Collected data entries:
- Opening Delimiter -
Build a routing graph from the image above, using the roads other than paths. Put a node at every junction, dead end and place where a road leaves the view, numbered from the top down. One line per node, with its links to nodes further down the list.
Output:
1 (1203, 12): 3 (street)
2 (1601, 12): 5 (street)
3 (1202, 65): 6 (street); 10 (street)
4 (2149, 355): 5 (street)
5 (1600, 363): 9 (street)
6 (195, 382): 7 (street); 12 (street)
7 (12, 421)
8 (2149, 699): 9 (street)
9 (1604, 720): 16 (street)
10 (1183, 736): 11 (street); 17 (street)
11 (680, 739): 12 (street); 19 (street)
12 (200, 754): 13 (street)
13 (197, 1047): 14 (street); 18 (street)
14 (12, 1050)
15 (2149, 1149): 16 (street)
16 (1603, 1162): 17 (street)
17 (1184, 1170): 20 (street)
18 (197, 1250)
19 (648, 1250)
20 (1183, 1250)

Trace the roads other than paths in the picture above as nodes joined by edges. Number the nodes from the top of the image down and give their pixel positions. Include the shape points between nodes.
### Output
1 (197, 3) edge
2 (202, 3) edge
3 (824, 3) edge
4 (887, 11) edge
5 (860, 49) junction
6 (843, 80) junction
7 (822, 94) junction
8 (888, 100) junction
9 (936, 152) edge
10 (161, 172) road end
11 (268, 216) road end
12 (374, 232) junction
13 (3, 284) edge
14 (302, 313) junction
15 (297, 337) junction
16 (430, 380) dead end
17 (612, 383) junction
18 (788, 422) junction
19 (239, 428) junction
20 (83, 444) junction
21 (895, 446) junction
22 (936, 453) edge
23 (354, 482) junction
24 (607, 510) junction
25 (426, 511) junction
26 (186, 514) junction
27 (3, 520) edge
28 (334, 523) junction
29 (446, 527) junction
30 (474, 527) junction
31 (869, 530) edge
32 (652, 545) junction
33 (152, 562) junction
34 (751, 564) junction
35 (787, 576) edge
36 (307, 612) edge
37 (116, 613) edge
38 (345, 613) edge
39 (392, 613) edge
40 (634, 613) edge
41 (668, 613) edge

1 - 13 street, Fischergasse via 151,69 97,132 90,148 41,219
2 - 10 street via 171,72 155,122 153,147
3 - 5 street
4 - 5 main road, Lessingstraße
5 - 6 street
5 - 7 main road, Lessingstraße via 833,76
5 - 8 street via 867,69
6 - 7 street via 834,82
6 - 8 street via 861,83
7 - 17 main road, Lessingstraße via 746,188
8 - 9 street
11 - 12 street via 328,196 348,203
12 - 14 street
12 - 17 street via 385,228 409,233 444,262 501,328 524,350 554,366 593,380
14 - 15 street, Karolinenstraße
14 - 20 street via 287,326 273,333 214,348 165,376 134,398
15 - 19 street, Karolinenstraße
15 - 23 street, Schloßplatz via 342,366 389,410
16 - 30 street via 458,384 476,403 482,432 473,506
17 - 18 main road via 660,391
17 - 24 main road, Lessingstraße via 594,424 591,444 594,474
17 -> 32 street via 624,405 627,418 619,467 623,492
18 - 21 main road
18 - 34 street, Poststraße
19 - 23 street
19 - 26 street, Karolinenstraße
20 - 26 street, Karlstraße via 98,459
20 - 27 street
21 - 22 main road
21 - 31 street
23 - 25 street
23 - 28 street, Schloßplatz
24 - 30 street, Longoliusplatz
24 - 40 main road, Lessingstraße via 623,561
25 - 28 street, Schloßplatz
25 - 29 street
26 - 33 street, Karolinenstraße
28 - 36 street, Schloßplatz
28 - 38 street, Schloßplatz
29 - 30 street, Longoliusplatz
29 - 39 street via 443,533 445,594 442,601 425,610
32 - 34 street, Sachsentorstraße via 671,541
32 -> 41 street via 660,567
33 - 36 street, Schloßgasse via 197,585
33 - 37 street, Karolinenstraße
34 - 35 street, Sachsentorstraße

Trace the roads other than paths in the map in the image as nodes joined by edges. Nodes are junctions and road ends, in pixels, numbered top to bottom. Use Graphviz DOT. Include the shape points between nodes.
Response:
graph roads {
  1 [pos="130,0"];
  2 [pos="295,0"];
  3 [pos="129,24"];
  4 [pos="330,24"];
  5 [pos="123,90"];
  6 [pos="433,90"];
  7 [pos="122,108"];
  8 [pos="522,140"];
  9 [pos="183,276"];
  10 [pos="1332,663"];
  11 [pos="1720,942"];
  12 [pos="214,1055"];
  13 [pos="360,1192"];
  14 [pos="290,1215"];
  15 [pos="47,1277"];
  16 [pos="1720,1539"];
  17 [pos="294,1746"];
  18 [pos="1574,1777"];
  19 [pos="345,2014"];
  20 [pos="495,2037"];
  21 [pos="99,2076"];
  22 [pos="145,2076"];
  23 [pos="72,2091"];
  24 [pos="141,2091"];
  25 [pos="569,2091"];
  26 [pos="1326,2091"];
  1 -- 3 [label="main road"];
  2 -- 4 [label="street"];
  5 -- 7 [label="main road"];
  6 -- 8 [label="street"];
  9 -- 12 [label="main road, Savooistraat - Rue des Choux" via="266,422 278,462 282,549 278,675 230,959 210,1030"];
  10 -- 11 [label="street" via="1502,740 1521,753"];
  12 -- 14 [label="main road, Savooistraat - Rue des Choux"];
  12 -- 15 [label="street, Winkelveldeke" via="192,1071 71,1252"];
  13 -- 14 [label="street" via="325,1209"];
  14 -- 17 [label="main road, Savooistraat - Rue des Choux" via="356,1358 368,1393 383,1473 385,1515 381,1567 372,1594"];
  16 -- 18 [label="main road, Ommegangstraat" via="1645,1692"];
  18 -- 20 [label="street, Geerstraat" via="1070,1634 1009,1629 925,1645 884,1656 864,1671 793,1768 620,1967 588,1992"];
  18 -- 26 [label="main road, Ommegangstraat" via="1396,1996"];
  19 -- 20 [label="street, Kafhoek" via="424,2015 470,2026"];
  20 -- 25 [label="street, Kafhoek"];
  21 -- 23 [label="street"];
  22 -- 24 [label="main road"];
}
- Closing Delimiter -
* Problem to work on: Please copy out the records exactly as they appear.

* Completed exercise:
Build a routing graph from the image above, using the roads other than paths. Put a node at every junction, dead end and place where a road leaves the view, numbered from the top down. One line per node, with its links to nodes further down the list.
Output:
1 (1203, 12): 3 (street)
2 (1601, 12): 5 (street)
3 (1202, 65): 6 (street); 10 (street)
4 (2149, 355): 5 (street)
5 (1600, 363): 9 (street)
6 (195, 382): 7 (street); 12 (street)
7 (12, 421)
8 (2149, 699): 9 (street)
9 (1604, 720): 16 (street)
10 (1183, 736): 11 (street); 17 (street)
11 (680, 739): 12 (street); 19 (street)
12 (200, 754): 13 (street)
13 (197, 1047): 14 (street); 18 (street)
14 (12, 1050)
15 (2149, 1149): 16 (street)
16 (1603, 1162): 17 (street)
17 (1184, 1170): 20 (street)
18 (197, 1250)
19 (648, 1250)
20 (1183, 1250)

Trace the roads other than paths in the picture above as nodes joined by edges. Number the nodes from the top of the image down and give their pixel positions. Include the shape points between nodes.
### Output
1 (197, 3) edge
2 (202, 3) edge
3 (824, 3) edge
4 (887, 11) edge
5 (860, 49) junction
6 (843, 80) junction
7 (822, 94) junction
8 (888, 100) junction
9 (936, 152) edge
10 (161, 172) road end
11 (268, 216) road end
12 (374, 232) junction
13 (3, 284) edge
14 (302, 313) junction
15 (297, 337) junction
16 (430, 380) dead end
17 (612, 383) junction
18 (788, 422) junction
19 (239, 428) junction
20 (83, 444) junction
21 (895, 446) junction
22 (936, 453) edge
23 (354, 482) junction
24 (607, 510) junction
25 (426, 511) junction
26 (186, 514) junction
27 (3, 520) edge
28 (334, 523) junction
29 (446, 527) junction
30 (474, 527) junction
31 (869, 530) edge
32 (652, 545) junction
33 (152, 562) junction
34 (751, 564) junction
35 (787, 576) edge
36 (307, 612) edge
37 (116, 613) edge
38 (345, 613) edge
39 (392, 613) edge
40 (634, 613) edge
41 (668, 613) edge

1 - 13 street, Fischergasse via 151,69 97,132 90,148 41,219
2 - 10 street via 171,72 155,122 153,147
3 - 5 street
4 - 5 main road, Lessingstraße
5 - 6 street
5 - 7 main road, Lessingstraße via 833,76
5 - 8 street via 867,69
6 - 7 street via 834,82
6 - 8 street via 861,83
7 - 17 main road, Lessingstraße via 746,188
8 - 9 street
11 - 12 street via 328,196 348,203
12 - 14 street
12 - 17 street via 385,228 409,233 444,262 501,328 524,350 554,366 593,380
14 - 15 street, Karolinenstraße
14 - 20 street via 287,326 273,333 214,348 165,376 134,398
15 - 19 street, Karolinenstraße
15 - 23 street, Schloßplatz via 342,366 389,410
16 - 30 street via 458,384 476,403 482,432 473,506
17 - 18 main road via 660,391
17 - 24 main road, Lessingstraße via 594,424 591,444 594,474
17 -> 32 street via 624,405 627,418 619,467 623,492
18 - 21 main road
18 - 34 street, Poststraße
19 - 23 street
19 - 26 street, Karolinenstraße
20 - 26 street, Karlstraße via 98,459
20 - 27 street
21 - 22 main road
21 - 31 street
23 - 25 street
23 - 28 street, Schloßplatz
24 - 30 street, Longoliusplatz
24 - 40 main road, Lessingstraße via 623,561
25 - 28 street, Schloßplatz
25 - 29 street
26 - 33 street, Karolinenstraße
28 - 36 street, Schloßplatz
28 - 38 street, Schloßplatz
29 - 30 street, Longoliusplatz
29 - 39 street via 443,533 445,594 442,601 425,610
32 - 34 street, Sachsentorstraße via 671,541
32 -> 41 street via 660,567
33 - 36 street, Schloßgasse via 197,585
33 - 37 street, Karolinenstraße
34 - 35 street, Sachsentorstraße

Trace the roads other than paths in the map in the image as nodes joined by edges. Nodes are junctions and road ends, in pixels, numbered top to bottom. Use Graphviz DOT. Include the shape points between nodes.
Response:
graph roads {
  1 [pos="130,0"];
  2 [pos="295,0"];
  3 [pos="129,24"];
  4 [pos="330,24"];
  5 [pos="123,90"];
  6 [pos="433,90"];
  7 [pos="122,108"];
  8 [pos="522,140"];
  9 [pos="183,276"];
  10 [pos="1332,663"];
  11 [pos="1720,942"];
  12 [pos="214,1055"];
  13 [pos="360,1192"];
  14 [pos="290,1215"];
  15 [pos="47,1277"];
  16 [pos="1720,1539"];
  17 [pos="294,1746"];
  18 [pos="1574,1777"];
  19 [pos="345,2014"];
  20 [pos="495,2037"];
  21 [pos="99,2076"];
  22 [pos="145,2076"];
  23 [pos="72,2091"];
  24 [pos="141,2091"];
  25 [pos="569,2091"];
  26 [pos="1326,2091"];
  1 -- 3 [label="main road"];
  2 -- 4 [label="street"];
  5 -- 7 [label="main road"];
  6 -- 8 [label="street"];
  9 -- 12 [label="main road, Savooistraat - Rue des Choux" via="266,422 278,462 282,549 278,675 230,959 210,1030"];
  10 -- 11 [label="street" via="1502,740 1521,753"];
  12 -- 14 [label="main road, Savooistraat - Rue des Choux"];
  12 -- 15 [label="street, Winkelveldeke" via="192,1071 71,1252"];
  13 -- 14 [label="street" via="325,1209"];
  14 -- 17 [label="main road, Savooistraat - Rue des Choux" via="356,1358 368,1393 383,1473 385,1515 381,1567 372,1594"];
  16 -- 18 [label="main road, Ommegangstraat" via="1645,1692"];
  18 -- 20 [label="street, Geerstraat" via="1070,1634 1009,1629 925,1645 884,1656 864,1671 793,1768 620,1967 588,1992"];
  18 -- 26 [label="main road, Ommegangstraat" via="1396,1996"];
  19 -- 20 [label="street, Kafhoek" via="424,2015 470,2026"];
  20 -- 25 [label="street, Kafhoek"];
  21 -- 23 [label="street"];
  22 -- 24 [label="main road"];
}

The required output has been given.